Member of the Grand National Assembly
- Incumbent
- Assumed office 2 June 2023
- Constituency: Adana (2023)

Personal details
- Born: 2 October 1977 (age 48) Ankara, Turkey
- Party: Good Party
- Spouse: Egemen Taş
- Relations: Alparslan Türkeş (father)
- Children: 2
- Alma mater: Bilkent University Bilgi University Marmara University
- Occupation: Politician
- Profession: Economist

= Ayyüce Türkeş Taş =

Turkish politician (born 1977)

Ayyüce Türkeş Taş (born 2 October 1977) is a Turkish economist and politician. She is the daughter of Alparslan Türkeş and Member of Parliament from Adana.

==Education==

Born in Ankara, Türkeş had both her primary and high school education in the same city. She obtained her first degree in economics from Bilkent University and completed her masters of business administration degree from Bilgi University, She has a doctorate degree in Banking from Marmara University.

==Career==
From 2010, she spent time working as an economist and banking expert in New York before returning to Turkey for a political career. She criticized the current leadership of the MHP, party founded by her father and argued that they do not represent the original ideology anymore.

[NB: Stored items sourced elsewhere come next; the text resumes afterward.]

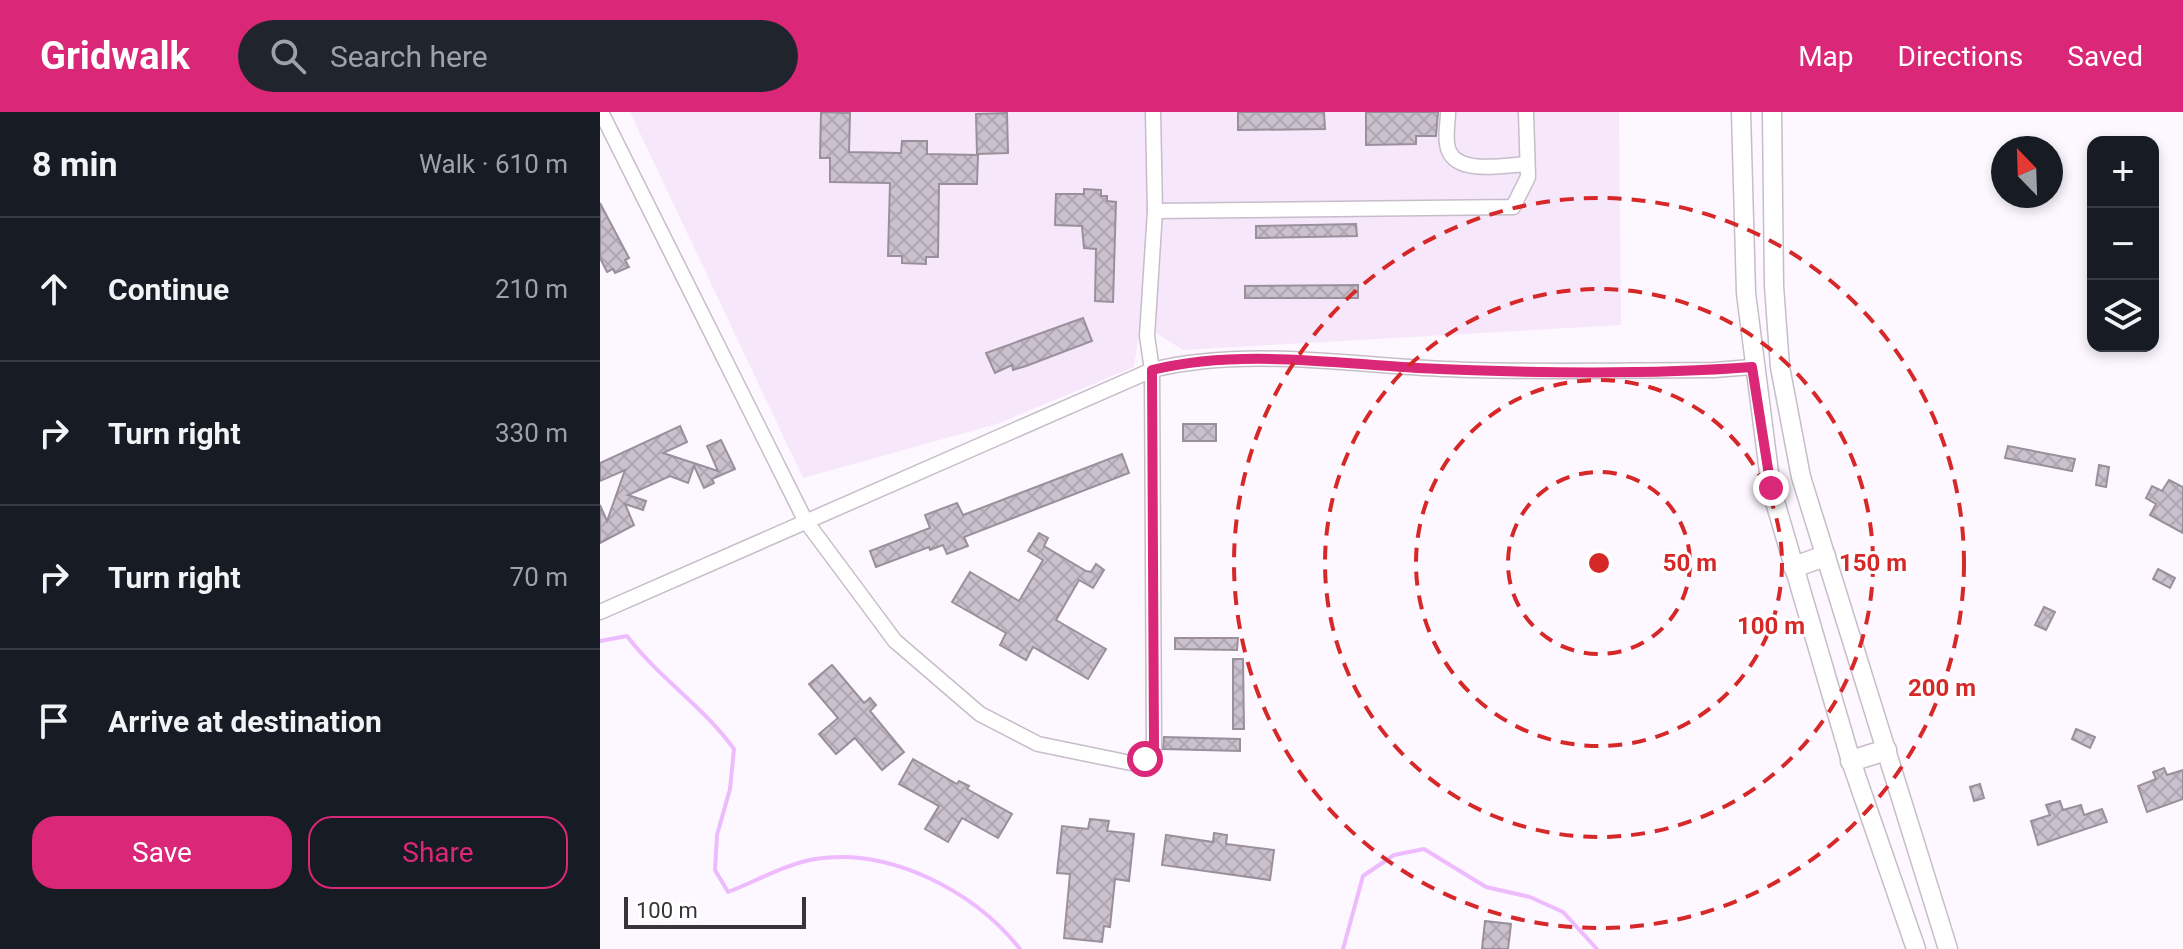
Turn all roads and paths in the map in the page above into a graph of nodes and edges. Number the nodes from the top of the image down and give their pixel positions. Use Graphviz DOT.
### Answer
graph roads {
  1 [pos="601,112"];
  2 [pos="1153,112"];
  3 [pos="1448,112"];
  4 [pos="1526,112"];
  5 [pos="1741,112"];
  6 [pos="1772,112"];
  7 [pos="1527,164"];
  8 [pos="1155,211"];
  9 [pos="1752,367"];
  10 [pos="1152,370"];
  11 [pos="805,520"];
  12 [pos="1825,556"];
  13 [pos="1794,567"];
  14 [pos="600,612"];
  15 [pos="1886,750"];
  16 [pos="1851,761"];
  17 [pos="1916,949"];
  18 [pos="1948,949"];
  1 -- 11 [label="lane"];
  2 -- 8 [label="lane"];
  3 -- 7 [label="lane"];
  4 -- 7 [label="lane"];
  5 -- 9 [label="main road"];
  6 -- 12 [label="main road"];
  7 -- 8 [label="lane"];
  8 -- 10 [label="lane"];
  9 -- 10 [label="lane"];
  9 -- 13 [label="main road"];
  10 -- 11 [label="lane"];
  10 -- 11 [label="lane"];
  11 -- 14 [label="lane"];
  12 -- 13 [label="highway"];
  12 -- 15 [label="main road"];
  13 -- 16 [label="main road"];
  15 -- 16 [label="highway"];
  15 -- 18 [label="main road"];
  16 -- 17 [label="main road"];
}
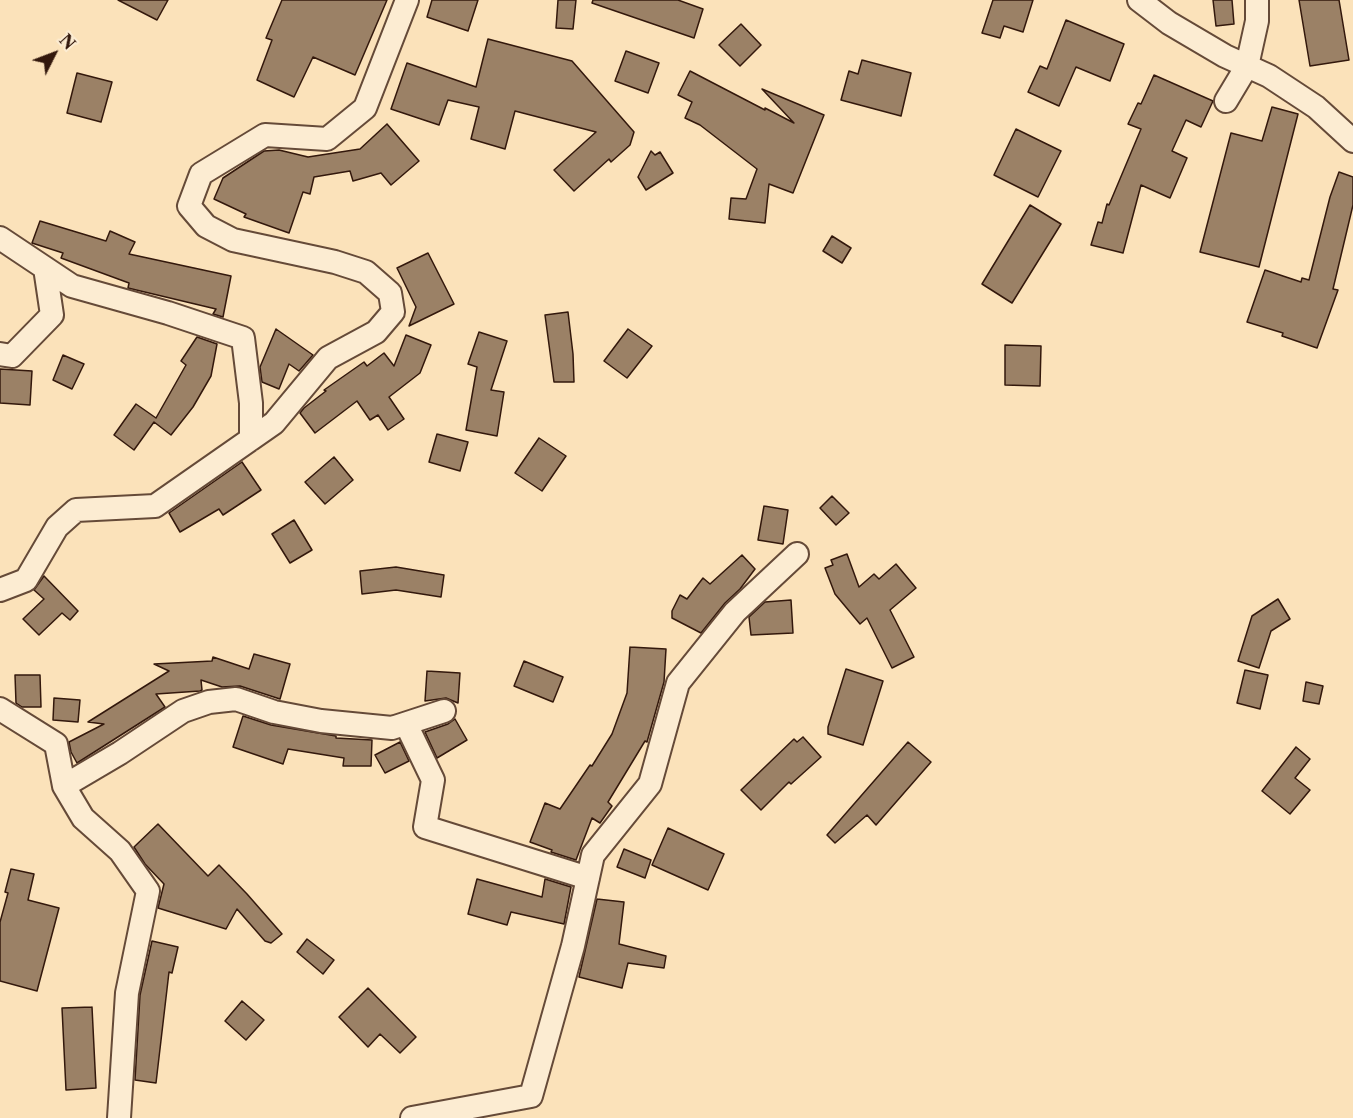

Taş became a nominee for the İYİ Party in the 2023 Turkish general election. She was elected and became one of the 15 Adana deputies at the Grand National Assembly of Turkey.

Taş was a candidate for the mayorship of Adana for the İYİ Party in the 2024 local elections, but did not win the post, obtaining only 4.24% of the votes.

== Family ==
Türkeş, daughter of Alparslan Türkeş, founder of the Nationalist Movement Party married Egemen Taş, a computer engineer in 2012, and a mother of two daughters. She is the stepsister to Yıldırım Tuğrul Türkeş, a former deputy prime minister of Turkey.